Small-molecule activators of TMEM16A a calcium-activated chloride channel stimulate epithelial chloride secretion and intestinal contraction

摘要

TMEM16A (ANO1) is a calcium-activated chloride channel (CaCC) expressed in secretory epithelia, smooth muscle, and other tissues. Cell-based functional screening of ∼110,000 compounds revealed compounds that activated TMEM16A CaCC conductance without increasing cytoplasmic Ca²⁺. By patch-clamp, N-aroylaminothiazole “activators” (Eact) strongly increased Cl⁻ current at 0 Ca²⁺, whereas tetrazolylbenzamide “potentiators” (Fact) were not active at 0 Ca²⁺ but reduced the EC50 for Ca²⁺-dependent TMEM16A activation.

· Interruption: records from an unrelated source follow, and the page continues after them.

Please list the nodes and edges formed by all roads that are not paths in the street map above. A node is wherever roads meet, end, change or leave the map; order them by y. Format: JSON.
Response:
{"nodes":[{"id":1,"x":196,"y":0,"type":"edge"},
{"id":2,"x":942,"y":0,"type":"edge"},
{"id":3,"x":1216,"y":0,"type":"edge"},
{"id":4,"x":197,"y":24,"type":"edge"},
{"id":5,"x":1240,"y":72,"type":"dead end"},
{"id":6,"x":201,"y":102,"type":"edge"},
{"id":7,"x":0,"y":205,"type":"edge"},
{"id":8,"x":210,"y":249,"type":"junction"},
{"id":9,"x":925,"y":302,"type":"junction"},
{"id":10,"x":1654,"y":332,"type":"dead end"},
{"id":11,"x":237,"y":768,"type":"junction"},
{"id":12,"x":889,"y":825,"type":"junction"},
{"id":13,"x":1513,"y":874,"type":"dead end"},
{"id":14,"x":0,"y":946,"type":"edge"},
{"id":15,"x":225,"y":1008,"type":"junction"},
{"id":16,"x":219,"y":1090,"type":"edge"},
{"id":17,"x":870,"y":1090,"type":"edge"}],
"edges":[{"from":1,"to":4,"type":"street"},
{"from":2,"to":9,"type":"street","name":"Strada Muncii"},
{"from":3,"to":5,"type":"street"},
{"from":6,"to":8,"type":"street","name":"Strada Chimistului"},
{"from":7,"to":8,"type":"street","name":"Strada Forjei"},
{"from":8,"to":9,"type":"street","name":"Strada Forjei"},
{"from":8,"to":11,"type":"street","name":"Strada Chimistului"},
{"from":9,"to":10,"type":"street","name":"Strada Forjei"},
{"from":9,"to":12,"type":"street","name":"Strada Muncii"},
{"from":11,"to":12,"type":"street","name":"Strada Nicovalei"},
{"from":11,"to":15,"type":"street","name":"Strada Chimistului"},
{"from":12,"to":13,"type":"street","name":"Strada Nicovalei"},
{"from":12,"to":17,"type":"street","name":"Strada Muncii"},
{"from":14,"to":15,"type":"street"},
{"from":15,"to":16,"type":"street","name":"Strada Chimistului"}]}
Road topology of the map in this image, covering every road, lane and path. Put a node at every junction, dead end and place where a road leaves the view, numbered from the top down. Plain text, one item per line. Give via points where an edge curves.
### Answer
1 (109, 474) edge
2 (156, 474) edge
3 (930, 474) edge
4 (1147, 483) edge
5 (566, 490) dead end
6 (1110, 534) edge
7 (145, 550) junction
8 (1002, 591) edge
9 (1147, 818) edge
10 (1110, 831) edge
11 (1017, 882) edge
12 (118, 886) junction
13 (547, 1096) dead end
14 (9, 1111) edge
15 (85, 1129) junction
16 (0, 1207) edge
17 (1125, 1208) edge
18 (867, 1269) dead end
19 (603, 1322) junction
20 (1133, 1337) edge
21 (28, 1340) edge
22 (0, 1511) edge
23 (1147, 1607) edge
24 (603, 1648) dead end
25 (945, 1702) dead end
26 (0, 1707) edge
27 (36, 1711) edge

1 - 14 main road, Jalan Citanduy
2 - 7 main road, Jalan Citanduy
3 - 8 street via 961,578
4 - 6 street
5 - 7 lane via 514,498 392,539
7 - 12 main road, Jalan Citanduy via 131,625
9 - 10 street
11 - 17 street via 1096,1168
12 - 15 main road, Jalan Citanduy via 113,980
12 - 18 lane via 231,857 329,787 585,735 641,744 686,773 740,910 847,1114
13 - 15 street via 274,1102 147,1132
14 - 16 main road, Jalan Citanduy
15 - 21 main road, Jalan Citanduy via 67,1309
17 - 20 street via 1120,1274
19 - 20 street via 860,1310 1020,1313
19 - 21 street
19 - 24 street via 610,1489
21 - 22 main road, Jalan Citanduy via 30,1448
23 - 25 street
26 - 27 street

Of 682 analogs tested, the most potent activator (Eact) and potentiator (Fact) produced large and more sustained CaCC Cl⁻ currents than general agonists of Ca²⁺ signaling, with EC50 3–6 μM and Cl⁻ conductance comparable to that induced transiently by Ca²⁺-elevating purinergic agonists. Analogs of activators were identified that fully inhibited TMEM16A Cl⁻ conductance, providing further evidence for direct TMEM16A binding. The TMEM16A activators increased CaCC conductance in human salivary and airway submucosal gland epithelial cells, and IL-4 treated bronchial cells, and stimulated submucosal gland secretion in human bronchi and smooth muscle contraction in mouse intestine. Small-molecule, TMEM16A-targeted activators may be useful for drug therapy of cystic fibrosis, dry mouth, and gastrointestinal hypomotility disorders, and for pharmacological dissection of TMEM16A function.—Namkung, W., Yao, Z., Finkbeiner, W. E., Verkman, A. S. Small-molecule activators of TMEM16A, a calcium-activated chloride channel, stimulate epithelial chloride secretion and intestinal contraction.